WHAT YOU WILL DO
Copy each line in the data below that contains the word "points".

TASK INPUTS START

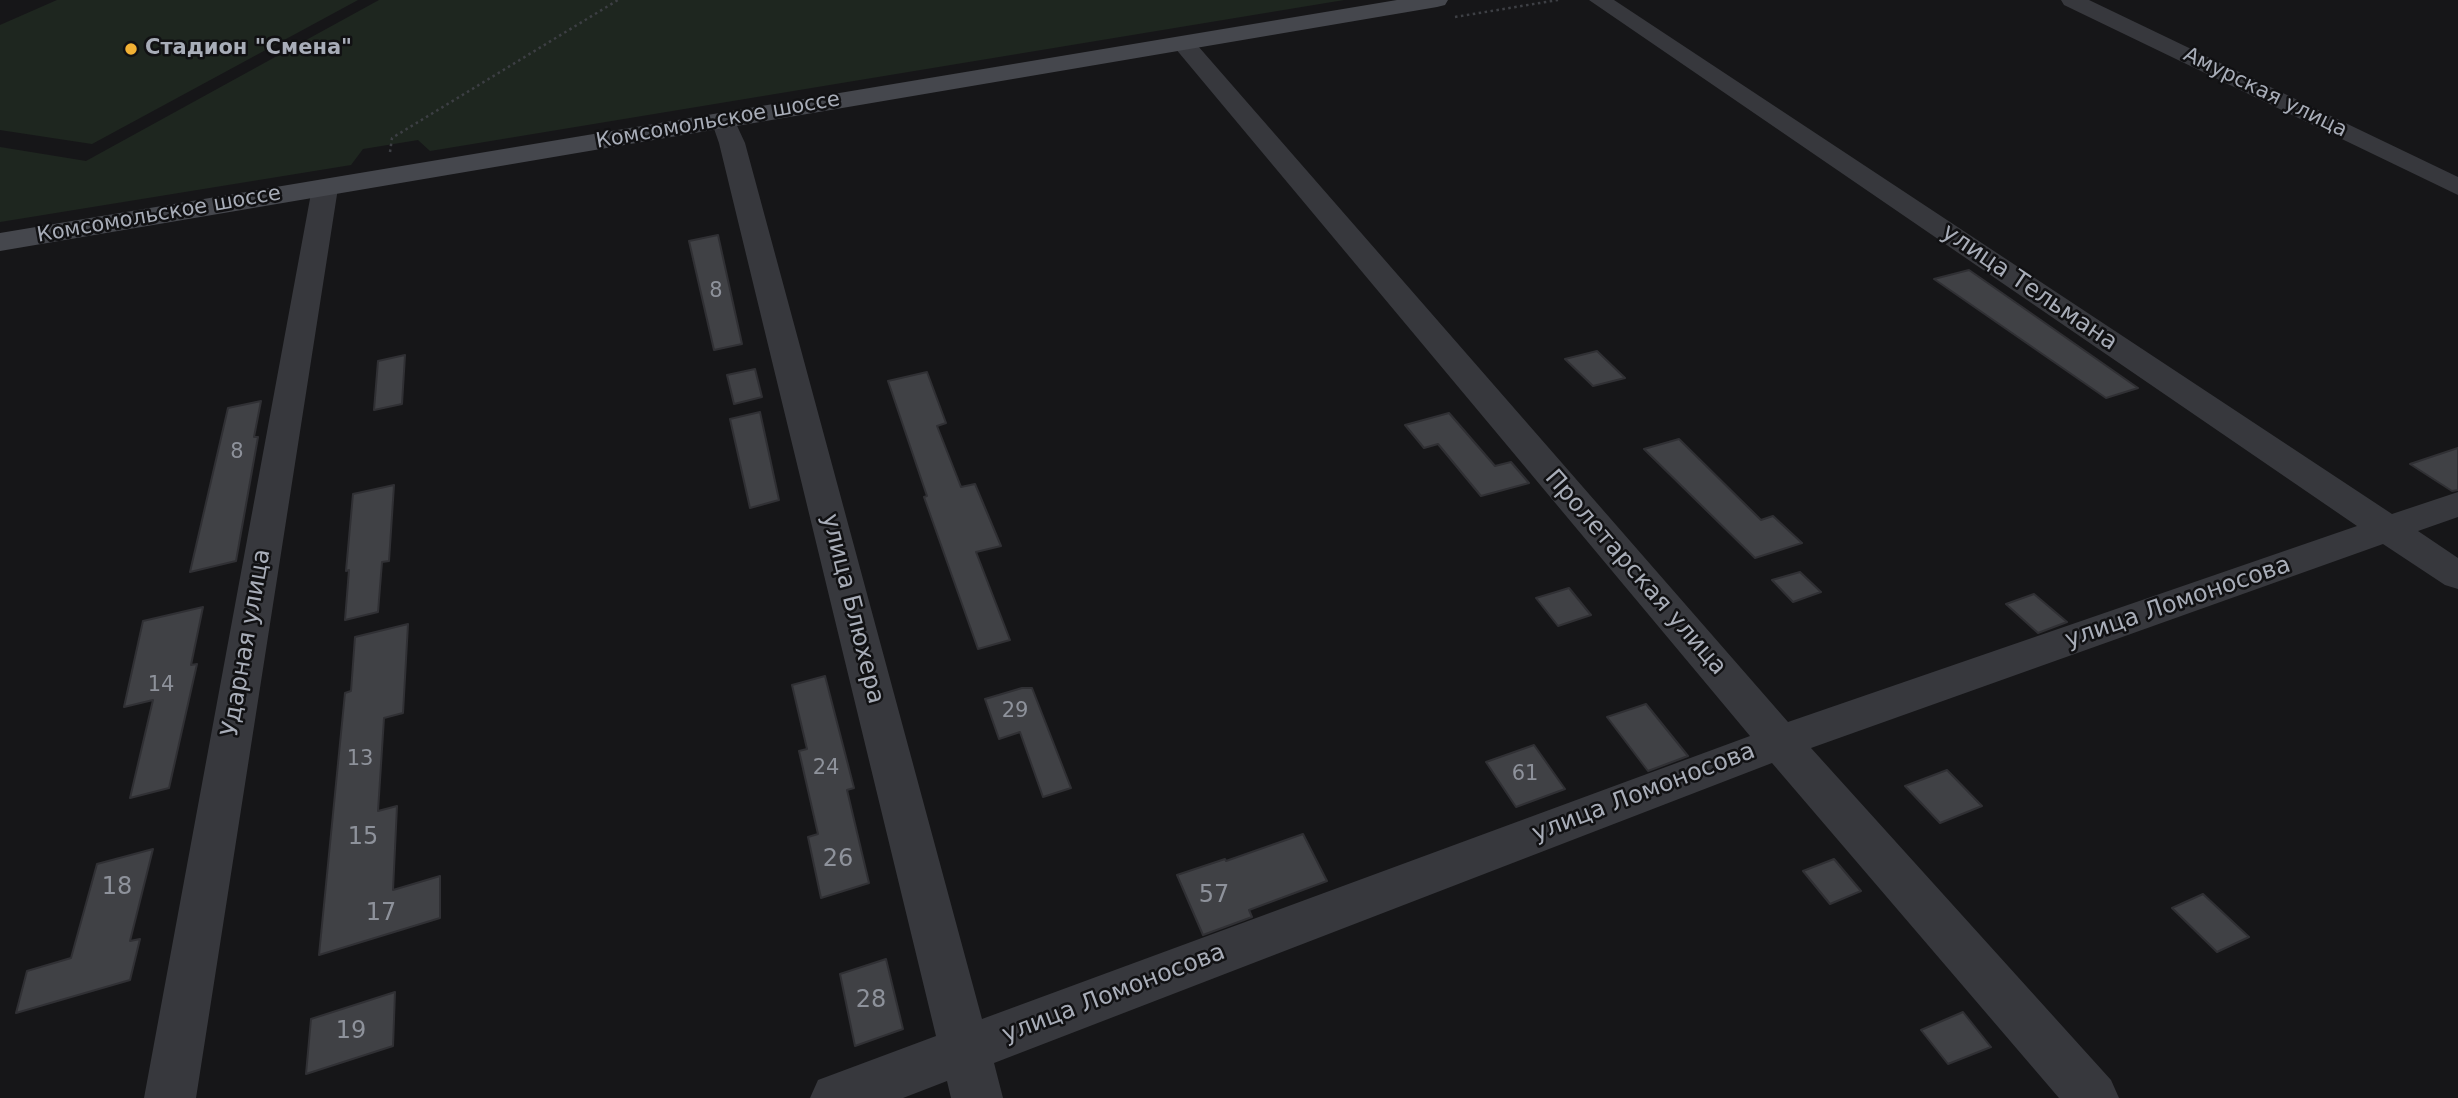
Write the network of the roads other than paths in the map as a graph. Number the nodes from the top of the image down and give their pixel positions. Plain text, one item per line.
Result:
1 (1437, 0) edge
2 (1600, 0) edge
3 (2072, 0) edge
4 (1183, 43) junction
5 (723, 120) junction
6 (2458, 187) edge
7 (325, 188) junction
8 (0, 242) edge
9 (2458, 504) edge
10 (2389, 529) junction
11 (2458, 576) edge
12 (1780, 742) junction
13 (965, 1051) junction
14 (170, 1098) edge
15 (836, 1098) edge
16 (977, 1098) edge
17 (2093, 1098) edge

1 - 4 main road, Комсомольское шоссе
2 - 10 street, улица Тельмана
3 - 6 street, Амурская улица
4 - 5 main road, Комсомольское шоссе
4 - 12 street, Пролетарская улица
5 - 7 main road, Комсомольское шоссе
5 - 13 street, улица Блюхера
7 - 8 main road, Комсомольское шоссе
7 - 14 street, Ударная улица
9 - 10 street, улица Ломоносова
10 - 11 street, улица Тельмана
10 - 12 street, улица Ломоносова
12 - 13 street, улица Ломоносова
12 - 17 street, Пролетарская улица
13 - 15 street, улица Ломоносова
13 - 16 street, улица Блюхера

TASK INPUTS END
TASK INPUTS START

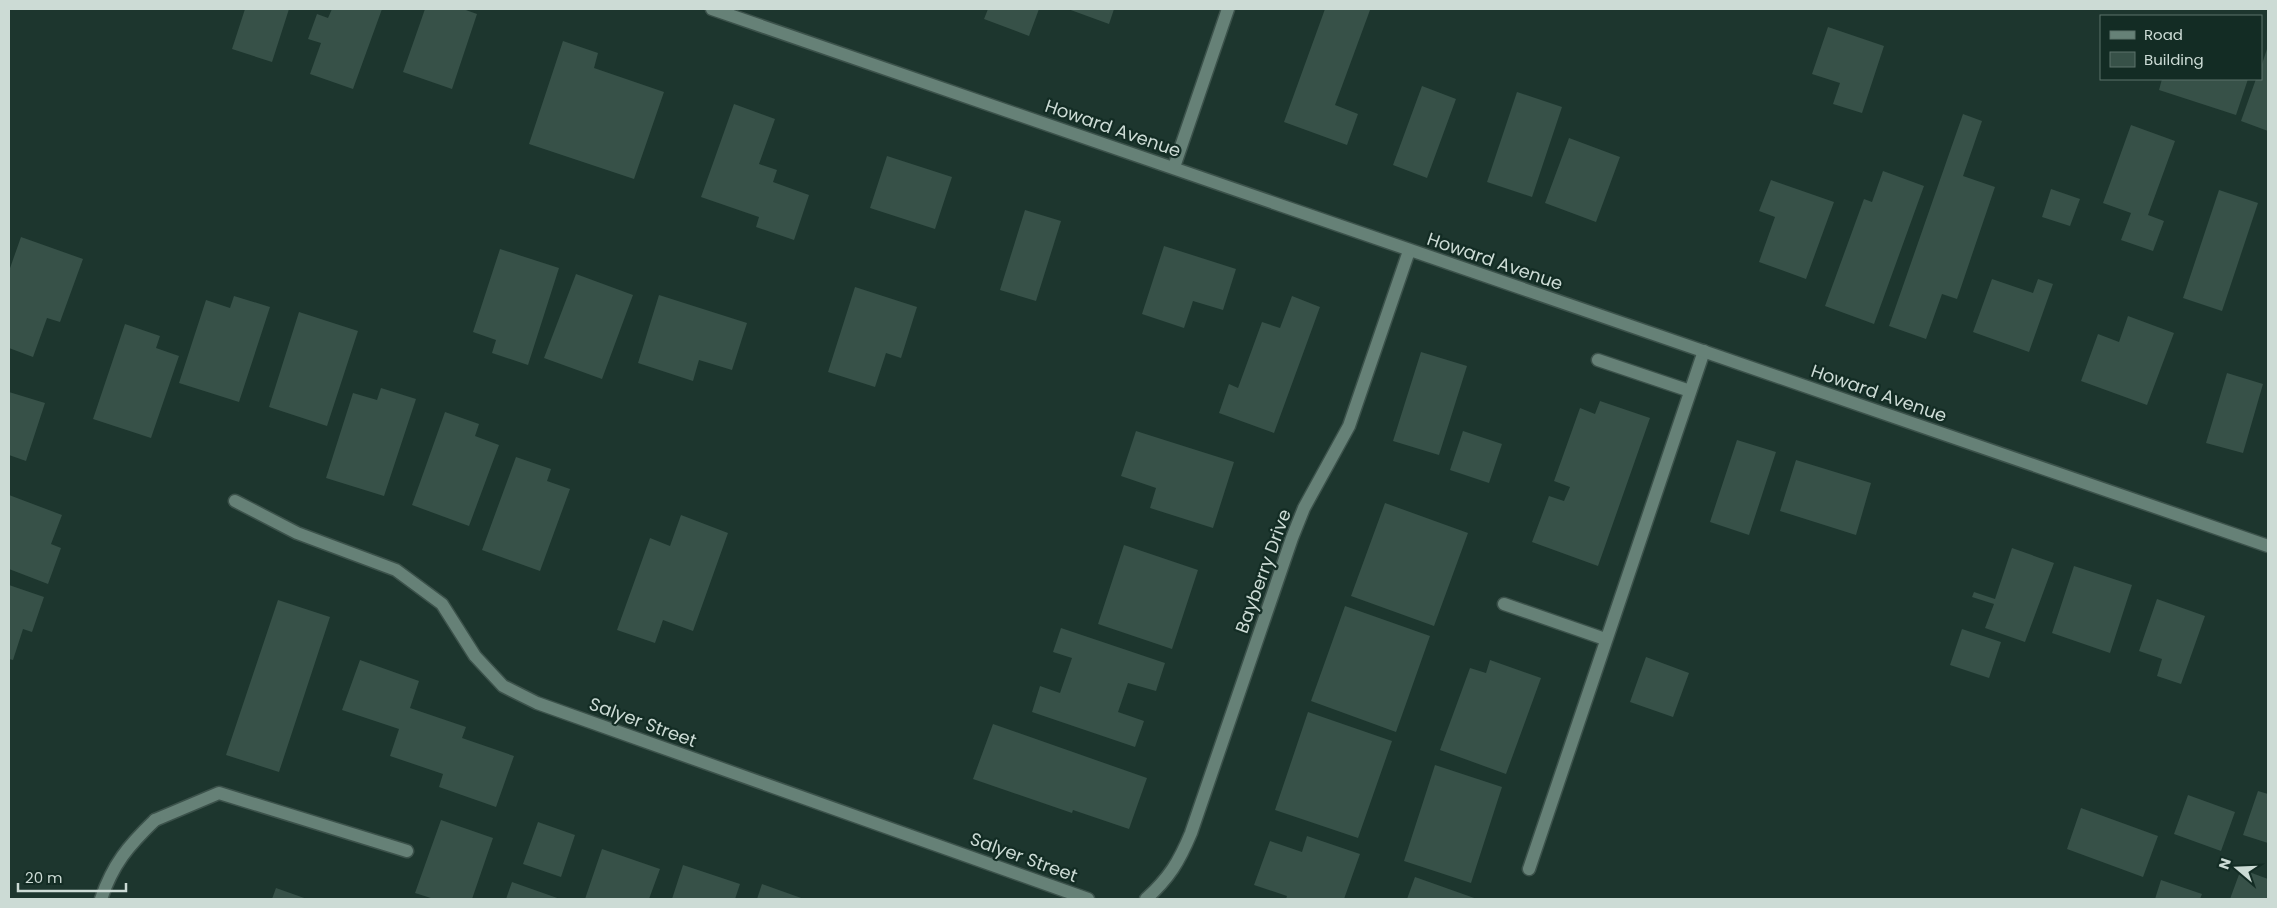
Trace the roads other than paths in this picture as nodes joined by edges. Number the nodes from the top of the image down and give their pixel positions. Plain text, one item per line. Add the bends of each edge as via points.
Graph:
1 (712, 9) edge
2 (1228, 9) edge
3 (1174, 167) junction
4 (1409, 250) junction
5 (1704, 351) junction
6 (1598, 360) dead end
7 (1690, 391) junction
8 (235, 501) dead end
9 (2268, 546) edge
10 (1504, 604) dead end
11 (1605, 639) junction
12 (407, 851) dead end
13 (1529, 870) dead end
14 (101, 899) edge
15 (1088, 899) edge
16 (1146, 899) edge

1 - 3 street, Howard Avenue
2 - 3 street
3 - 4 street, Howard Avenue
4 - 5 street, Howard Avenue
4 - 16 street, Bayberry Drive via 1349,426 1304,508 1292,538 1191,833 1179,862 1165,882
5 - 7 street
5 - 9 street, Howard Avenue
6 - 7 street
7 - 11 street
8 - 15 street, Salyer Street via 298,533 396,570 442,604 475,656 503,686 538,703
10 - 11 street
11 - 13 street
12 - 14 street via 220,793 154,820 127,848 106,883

TASK INPUTS END
TASK INPUTS START

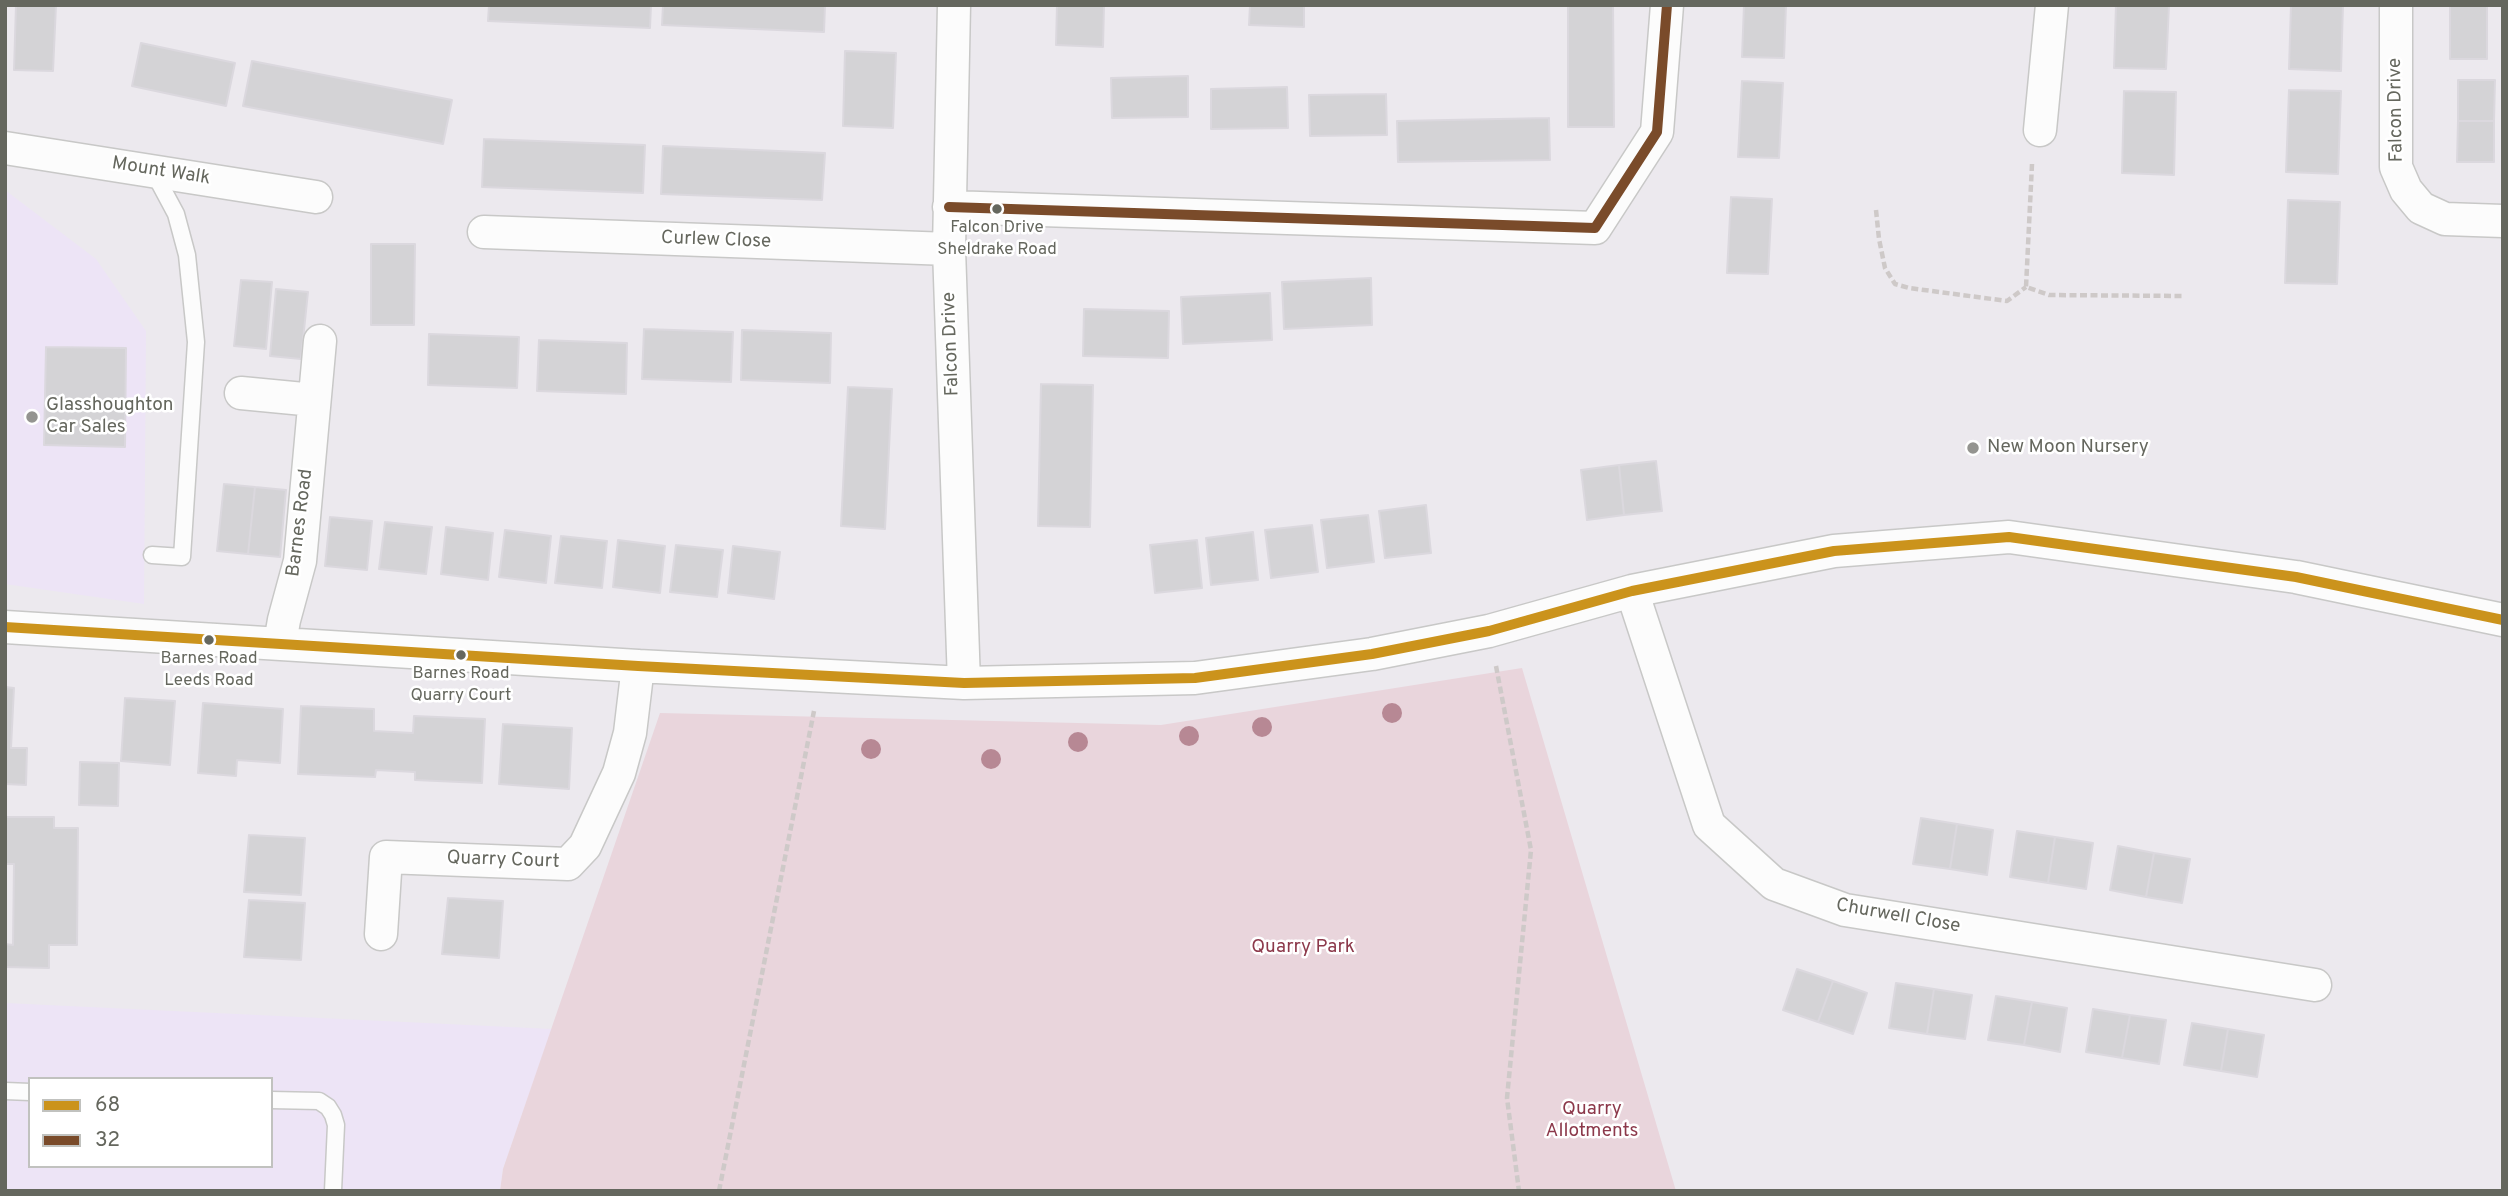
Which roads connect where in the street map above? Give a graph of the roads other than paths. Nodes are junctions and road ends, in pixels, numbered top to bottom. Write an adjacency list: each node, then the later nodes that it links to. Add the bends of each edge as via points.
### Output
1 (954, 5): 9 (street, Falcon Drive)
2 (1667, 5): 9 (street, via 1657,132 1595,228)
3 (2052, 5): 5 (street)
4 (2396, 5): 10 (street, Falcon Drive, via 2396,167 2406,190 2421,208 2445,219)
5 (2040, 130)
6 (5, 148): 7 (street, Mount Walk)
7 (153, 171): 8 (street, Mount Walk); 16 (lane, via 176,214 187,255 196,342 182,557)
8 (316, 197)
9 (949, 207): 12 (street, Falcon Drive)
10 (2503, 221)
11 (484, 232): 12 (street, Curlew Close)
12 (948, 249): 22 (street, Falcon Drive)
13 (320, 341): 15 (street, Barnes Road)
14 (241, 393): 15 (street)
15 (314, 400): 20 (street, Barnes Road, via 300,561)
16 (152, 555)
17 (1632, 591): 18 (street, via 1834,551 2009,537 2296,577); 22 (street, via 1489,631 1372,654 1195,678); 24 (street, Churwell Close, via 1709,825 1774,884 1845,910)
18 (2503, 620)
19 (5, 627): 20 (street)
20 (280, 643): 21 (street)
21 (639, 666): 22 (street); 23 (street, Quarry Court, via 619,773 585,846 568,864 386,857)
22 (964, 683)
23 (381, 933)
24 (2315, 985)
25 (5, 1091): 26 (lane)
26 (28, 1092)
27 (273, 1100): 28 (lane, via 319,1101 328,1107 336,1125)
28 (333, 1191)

TASK INPUTS END

SOLUTION TO THE EXERCISE
Trace the roads other than paths in this picture as nodes joined by edges. Number the nodes from the top of the image down and give their pixel positions. Plain text, one item per line. Add the bends of each edge as via points.
Which roads connect where in the street map above? Give a graph of the roads other than paths. Nodes are junctions and road ends, in pixels, numbered top to bottom. Write an adjacency list: each node, then the later nodes that it links to. Add the bends of each edge as via points.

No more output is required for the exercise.